"Kemana lagi aku harus mencari pekerjaan? Sudah seminggu aku di kota ini tetapi masih belum mendapatkan pekerjaan." Keluh Nisa sambil membolak-balikan kertas koran didepannya.
Tak lama sebuah pesan masuk mengalihkan pandangannya.
Nis, apakah kamu sudah mendapatkan pekerjaan? ~ Indah
Nisa pun mengambil ponselnya dan memotret tumpukan kertas koran didepannya lalu mengirimkan pada Indah
Pekerjaanku saat ini mencari loker hehehe ~Nisa
🤣 Kebetulan aku ada info lowongan pekerjaan untukmu. Semoga kamu berminat ~Indah
Wah.. Lowongan apa itu? Coba kirimin ke aku ~Nisa
Indah pun mengirimkan foto info lowongan kerja dan Nisa membacanya dengan seksama.
"Hah.. yakin gajinya segini? Pasti bos nya orang kaya. Bismillah semoga aja keterima" gumam Nisa.
**
Pagi ini Nisa sudah sampai di sebuah rumah megah sesuai alamat yang tertera di foto yang diberikan Indah. Perasaannya bercampuk aduk saat ini, berharap ia bisa diterima bekerja di tempat ini. Setelah berdoa Nisa pun memencet bel pintu rumah itu dan tak lama seorang security keluar dari singgasananya.

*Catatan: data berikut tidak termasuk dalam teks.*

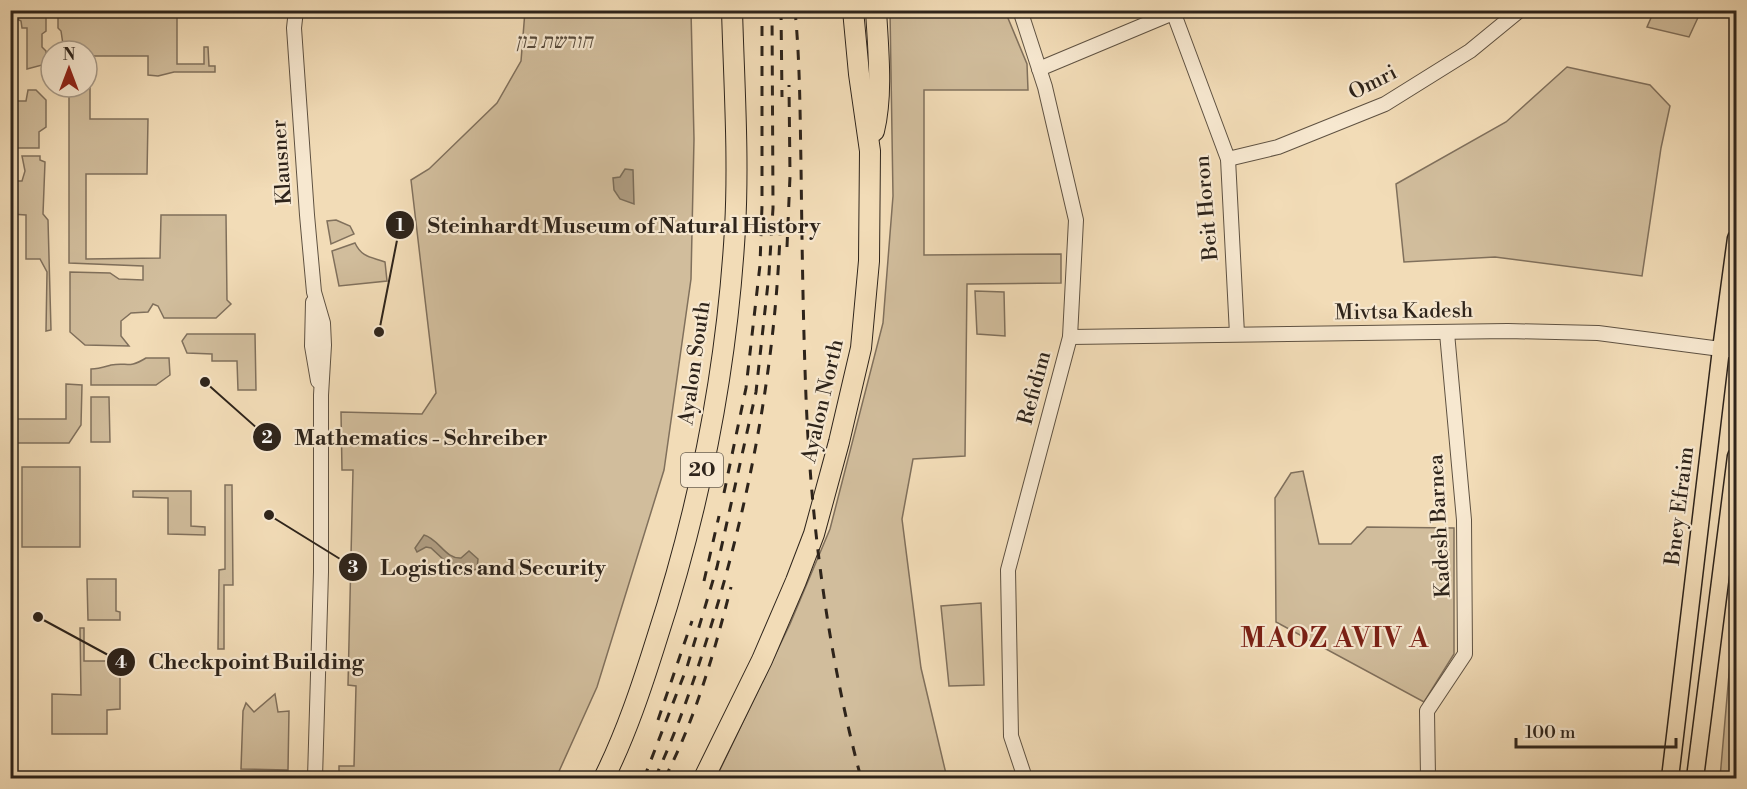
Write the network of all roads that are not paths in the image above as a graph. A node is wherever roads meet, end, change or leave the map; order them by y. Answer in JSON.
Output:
{"nodes":[{"id":1,"x":289,"y":10,"type":"edge"},
{"id":2,"x":296,"y":10,"type":"edge"},
{"id":3,"x":725,"y":10,"type":"edge"},
{"id":4,"x":732,"y":10,"type":"edge"},
{"id":5,"x":853,"y":10,"type":"edge"},
{"id":6,"x":876,"y":10,"type":"edge"},
{"id":7,"x":1020,"y":10,"type":"edge"},
{"id":8,"x":1520,"y":10,"type":"edge"},
{"id":9,"x":1177,"y":12,"type":"edge"},
{"id":10,"x":294,"y":28,"type":"junction"},
{"id":11,"x":1039,"y":69,"type":"junction"},
{"id":12,"x":737,"y":148,"type":"junction"},
{"id":13,"x":870,"y":151,"type":"junction"},
{"id":14,"x":1228,"y":159,"type":"junction"},
{"id":15,"x":1737,"y":238,"type":"edge"},
{"id":16,"x":1447,"y":333,"type":"junction"},
{"id":17,"x":1237,"y":334,"type":"junction"},
{"id":18,"x":1070,"y":337,"type":"junction"},
{"id":19,"x":1729,"y":350,"type":"edge"},
{"id":20,"x":1737,"y":456,"type":"edge"},
{"id":21,"x":315,"y":778,"type":"edge"},
{"id":22,"x":604,"y":778,"type":"edge"},
{"id":23,"x":704,"y":778,"type":"edge"},
{"id":24,"x":1025,"y":778,"type":"edge"},
{"id":25,"x":1428,"y":778,"type":"edge"},
{"id":26,"x":1670,"y":778,"type":"edge"},
{"id":27,"x":1695,"y":778,"type":"edge"}],
"edges":[{"from":1,"to":10,"type":"street","name":"Klausner"},
{"from":2,"to":10,"type":"street","name":"Klausner"},
{"from":3,"to":12,"type":"highway"},
{"from":4,"to":12,"type":"highway","name":"Ayalon South","number":"20"},
{"from":5,"to":13,"type":"highway","name":"Ayalon North"},
{"from":6,"to":13,"type":"highway"},
{"from":7,"to":11,"type":"street","name":"Refidim"},
{"from":8,"to":14,"type":"street","name":"Omri"},
{"from":9,"to":11,"type":"street"},
{"from":9,"to":14,"type":"street","name":"Beit Horon"},
{"from":10,"to":21,"type":"street","name":"Klausner"},
{"from":11,"to":18,"type":"street","name":"Refidim"},
{"from":12,"to":22,"type":"highway","name":"Ayalon South","number":"20"},
{"from":13,"to":23,"type":"highway","name":"Ayalon North"},
{"from":14,"to":17,"type":"street","name":"Beit Horon"},
{"from":15,"to":19,"type":"main road","name":"Bney Efraim"},
{"from":16,"to":17,"type":"street","name":"Mivtsa Kadesh"},
{"from":16,"to":19,"type":"street","name":"Mivtsa Kadesh"},
{"from":16,"to":25,"type":"street","name":"Kadesh Barnea"},
{"from":17,"to":18,"type":"street","name":"Mivtsa Kadesh"},
{"from":18,"to":24,"type":"street","name":"Refidim"},
{"from":19,"to":26,"type":"main road","name":"Bney Efraim"},
{"from":20,"to":27,"type":"main road"}]}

"Ada yang bisa saya bantu, Mbak?" tanya seorang Pria berpakaian seragam security.
"Apakah betul ini rumah Bapak Herman?" tanya Nisa balik.
"Iya betul. Kenapa ya, Mbak?"
"Saya mau melamar pekerjaan, Pak. Saya dengar disini sedang membuka lowongan."

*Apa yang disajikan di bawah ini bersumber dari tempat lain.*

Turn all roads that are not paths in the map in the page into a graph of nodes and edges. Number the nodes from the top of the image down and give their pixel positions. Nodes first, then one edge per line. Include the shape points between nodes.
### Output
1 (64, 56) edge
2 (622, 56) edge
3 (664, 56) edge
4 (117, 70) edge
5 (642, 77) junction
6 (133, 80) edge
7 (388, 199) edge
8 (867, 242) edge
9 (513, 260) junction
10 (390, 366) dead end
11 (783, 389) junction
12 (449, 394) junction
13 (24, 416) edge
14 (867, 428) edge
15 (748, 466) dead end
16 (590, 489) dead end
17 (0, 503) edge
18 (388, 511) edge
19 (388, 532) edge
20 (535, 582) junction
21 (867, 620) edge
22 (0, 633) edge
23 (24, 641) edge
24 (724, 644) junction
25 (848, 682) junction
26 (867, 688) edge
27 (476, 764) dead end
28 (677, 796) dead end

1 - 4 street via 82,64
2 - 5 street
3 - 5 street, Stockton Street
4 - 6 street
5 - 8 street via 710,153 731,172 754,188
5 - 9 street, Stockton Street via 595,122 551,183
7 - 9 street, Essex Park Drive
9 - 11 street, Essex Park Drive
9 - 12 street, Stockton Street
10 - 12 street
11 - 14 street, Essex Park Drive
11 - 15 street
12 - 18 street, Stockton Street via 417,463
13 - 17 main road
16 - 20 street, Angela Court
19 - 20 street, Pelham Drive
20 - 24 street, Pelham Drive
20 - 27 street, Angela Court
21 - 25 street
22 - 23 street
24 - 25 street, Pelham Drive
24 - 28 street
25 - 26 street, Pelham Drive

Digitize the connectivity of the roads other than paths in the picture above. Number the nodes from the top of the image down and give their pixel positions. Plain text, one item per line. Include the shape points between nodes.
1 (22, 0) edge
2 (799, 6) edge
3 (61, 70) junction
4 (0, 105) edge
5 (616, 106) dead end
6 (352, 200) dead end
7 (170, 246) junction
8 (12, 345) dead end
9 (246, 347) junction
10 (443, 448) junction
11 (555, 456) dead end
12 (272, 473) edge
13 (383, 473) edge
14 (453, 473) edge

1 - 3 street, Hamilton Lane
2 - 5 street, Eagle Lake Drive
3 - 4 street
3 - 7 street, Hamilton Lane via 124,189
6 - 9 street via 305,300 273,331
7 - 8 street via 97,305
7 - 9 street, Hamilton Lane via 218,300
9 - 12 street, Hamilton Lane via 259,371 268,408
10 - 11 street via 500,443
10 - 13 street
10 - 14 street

"Oh iya, Silahkan masuk Mbak, kebetulan Nyonya ada di dalam."
Pria itu membukakan pintu gerbang dan mengantarkan Nisa masuk ke dalam rumah megah tersebut. Sesampainya di ruang tamu, Pria itu memulai pembicaraan.

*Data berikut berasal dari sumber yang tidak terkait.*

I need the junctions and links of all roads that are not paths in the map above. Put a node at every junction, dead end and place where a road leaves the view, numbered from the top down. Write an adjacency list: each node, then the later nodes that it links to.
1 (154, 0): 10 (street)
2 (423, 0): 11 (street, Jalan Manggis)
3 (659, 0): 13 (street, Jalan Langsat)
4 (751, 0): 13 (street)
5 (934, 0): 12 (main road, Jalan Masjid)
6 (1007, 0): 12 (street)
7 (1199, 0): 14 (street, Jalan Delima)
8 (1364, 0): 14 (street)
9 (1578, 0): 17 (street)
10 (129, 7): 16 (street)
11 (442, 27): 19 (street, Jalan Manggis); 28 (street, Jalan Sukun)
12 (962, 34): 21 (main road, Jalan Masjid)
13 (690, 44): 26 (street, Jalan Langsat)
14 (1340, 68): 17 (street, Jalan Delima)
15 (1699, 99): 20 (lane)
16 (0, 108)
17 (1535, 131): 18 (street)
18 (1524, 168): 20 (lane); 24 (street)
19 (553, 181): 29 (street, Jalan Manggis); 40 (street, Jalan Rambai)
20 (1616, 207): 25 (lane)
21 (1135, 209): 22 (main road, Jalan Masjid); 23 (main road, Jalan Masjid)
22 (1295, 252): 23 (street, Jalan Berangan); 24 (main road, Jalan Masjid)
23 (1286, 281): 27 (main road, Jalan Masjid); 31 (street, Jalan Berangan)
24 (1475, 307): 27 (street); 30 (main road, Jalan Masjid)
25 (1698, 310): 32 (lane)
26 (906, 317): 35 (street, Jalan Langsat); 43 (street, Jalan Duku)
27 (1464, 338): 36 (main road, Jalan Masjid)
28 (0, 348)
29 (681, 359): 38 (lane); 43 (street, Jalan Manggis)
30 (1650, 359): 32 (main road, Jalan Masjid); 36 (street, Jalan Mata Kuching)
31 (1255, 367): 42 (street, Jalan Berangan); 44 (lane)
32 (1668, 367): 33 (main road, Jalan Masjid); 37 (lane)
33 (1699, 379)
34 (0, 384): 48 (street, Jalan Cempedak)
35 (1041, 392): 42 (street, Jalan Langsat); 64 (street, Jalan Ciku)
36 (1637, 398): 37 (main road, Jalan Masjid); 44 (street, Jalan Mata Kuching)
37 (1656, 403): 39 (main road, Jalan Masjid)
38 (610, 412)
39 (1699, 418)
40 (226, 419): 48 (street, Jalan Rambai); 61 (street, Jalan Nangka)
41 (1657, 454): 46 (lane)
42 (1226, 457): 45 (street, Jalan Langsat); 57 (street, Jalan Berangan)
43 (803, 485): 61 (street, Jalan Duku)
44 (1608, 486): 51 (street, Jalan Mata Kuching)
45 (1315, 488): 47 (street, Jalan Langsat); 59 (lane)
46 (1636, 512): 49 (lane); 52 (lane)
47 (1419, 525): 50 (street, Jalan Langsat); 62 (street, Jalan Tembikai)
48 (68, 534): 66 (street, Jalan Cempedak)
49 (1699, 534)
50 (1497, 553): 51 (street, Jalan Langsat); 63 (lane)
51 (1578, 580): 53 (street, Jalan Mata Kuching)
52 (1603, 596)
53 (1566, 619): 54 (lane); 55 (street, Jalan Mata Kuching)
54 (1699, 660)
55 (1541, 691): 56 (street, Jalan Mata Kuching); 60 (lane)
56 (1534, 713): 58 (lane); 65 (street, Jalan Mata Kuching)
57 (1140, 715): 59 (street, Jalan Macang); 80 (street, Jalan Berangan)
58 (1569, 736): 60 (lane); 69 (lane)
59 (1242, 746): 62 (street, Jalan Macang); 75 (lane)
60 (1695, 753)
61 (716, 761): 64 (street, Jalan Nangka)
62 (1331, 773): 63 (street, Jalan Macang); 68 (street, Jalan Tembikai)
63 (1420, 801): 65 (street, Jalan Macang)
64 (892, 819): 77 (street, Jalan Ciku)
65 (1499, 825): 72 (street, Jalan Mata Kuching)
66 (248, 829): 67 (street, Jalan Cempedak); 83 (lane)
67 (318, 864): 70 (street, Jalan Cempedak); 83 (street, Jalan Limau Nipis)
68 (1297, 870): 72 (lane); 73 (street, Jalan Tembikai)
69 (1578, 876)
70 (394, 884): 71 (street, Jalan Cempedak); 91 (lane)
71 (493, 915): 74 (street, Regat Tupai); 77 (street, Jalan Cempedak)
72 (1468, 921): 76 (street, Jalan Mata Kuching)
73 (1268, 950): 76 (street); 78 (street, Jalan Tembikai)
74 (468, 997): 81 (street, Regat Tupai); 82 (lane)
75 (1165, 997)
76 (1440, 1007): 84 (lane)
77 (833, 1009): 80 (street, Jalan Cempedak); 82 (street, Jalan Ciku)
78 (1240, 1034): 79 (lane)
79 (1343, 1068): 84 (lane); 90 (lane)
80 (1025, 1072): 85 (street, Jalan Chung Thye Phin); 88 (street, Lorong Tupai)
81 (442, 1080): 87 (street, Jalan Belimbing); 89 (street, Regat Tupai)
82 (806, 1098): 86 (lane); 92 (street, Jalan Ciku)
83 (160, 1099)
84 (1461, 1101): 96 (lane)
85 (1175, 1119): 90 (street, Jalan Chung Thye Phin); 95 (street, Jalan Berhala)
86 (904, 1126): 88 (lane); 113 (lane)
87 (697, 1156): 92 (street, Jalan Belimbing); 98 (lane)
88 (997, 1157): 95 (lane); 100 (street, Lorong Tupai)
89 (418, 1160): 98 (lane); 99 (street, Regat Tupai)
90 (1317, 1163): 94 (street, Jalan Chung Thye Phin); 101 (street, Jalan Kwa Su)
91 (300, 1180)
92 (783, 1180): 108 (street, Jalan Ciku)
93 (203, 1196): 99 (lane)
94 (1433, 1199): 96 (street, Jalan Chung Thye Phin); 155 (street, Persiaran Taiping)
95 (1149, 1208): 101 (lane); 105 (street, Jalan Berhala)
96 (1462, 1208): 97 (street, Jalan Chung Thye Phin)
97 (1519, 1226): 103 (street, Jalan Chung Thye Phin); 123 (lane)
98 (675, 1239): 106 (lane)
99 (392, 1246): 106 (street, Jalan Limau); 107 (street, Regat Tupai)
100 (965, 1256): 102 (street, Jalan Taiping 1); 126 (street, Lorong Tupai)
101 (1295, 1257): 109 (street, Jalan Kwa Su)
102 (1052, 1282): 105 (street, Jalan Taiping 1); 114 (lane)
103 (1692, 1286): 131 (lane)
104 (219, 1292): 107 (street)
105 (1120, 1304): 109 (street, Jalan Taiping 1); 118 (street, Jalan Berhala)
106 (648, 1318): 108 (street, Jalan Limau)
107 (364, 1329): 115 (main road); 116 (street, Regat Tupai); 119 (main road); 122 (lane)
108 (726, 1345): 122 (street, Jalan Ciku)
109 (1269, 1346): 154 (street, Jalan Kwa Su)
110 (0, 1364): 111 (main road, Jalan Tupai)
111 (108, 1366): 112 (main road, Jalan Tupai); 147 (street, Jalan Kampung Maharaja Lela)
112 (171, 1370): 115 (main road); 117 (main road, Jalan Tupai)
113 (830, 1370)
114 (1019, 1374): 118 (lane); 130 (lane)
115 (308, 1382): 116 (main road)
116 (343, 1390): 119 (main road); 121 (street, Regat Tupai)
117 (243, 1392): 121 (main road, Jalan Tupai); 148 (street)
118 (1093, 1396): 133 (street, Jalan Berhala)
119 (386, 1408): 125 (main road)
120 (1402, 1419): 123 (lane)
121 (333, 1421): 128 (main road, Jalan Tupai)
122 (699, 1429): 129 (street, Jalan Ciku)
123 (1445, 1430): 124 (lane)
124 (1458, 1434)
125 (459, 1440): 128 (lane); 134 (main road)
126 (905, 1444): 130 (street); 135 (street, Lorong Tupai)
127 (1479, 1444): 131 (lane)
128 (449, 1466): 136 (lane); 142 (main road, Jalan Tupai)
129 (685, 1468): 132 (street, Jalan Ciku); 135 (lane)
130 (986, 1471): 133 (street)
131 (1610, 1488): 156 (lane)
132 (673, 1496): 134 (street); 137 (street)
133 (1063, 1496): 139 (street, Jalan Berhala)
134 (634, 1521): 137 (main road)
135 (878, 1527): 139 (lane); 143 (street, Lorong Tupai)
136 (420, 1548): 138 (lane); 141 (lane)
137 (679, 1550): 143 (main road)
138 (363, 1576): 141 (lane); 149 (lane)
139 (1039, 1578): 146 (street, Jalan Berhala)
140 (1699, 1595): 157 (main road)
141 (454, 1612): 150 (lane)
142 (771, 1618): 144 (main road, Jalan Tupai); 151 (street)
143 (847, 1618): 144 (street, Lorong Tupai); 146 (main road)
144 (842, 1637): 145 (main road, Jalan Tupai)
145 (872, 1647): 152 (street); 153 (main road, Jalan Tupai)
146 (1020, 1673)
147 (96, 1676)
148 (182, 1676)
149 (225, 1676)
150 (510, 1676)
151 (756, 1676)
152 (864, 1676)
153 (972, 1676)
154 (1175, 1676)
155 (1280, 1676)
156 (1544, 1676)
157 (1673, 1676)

"Permisi Nyonya, ini ada yang mau melamar kerja."
Seorang wanita paruh baya dan seorang pria yang duduk di kursi roda pun menoleh.
"Terima kasih, Pak Bambang" Ucap wanita paruh baya itu lembut.
"Baik Nyonya, saya permisi dahulu" Pamit Bambang.
Wanita itu mengangguk dengan senyum.
"Silahkan duduk, Mbak.. "
"Nisa Bu, nama saya Nisa"
"Salam kenal Nisa, saya Bu Yuyun dan ini Herman anak saya."
"Iya, Ibu Yuyun"
"Kamu sudah baca dengan teliti mengenai posisi lowongan yang dibuka?"
Nisa pun mengangguk dengan senyum.
"Baik, Jadi tugas utama kamu merawat anak saya. Urusan memasak dan bersih-bersih bukan tanggung jawab kamu karena disini ada 2 asisten rumah tangga. Saat ini anak saya mengidap gagal ginjal jadi dia harus rutin cuci darah dan kamu jangan sampai lupa menyiapkan makanan dan semua keperluan untuk anak saya. Pastikan anak saya meminum obatnya dengan teratur ya" Tutur Yuyun.
"Oh ya.. 1 lagi, kamar kamu ada disebelah kamar anak saya, jadi kalo sewaktu-waktu anak saya memerlukan bantuan kamu harus sigap ya" tambah Yuyun.
Nisa hanya mengangguk dan mendengarkan dengan seksama.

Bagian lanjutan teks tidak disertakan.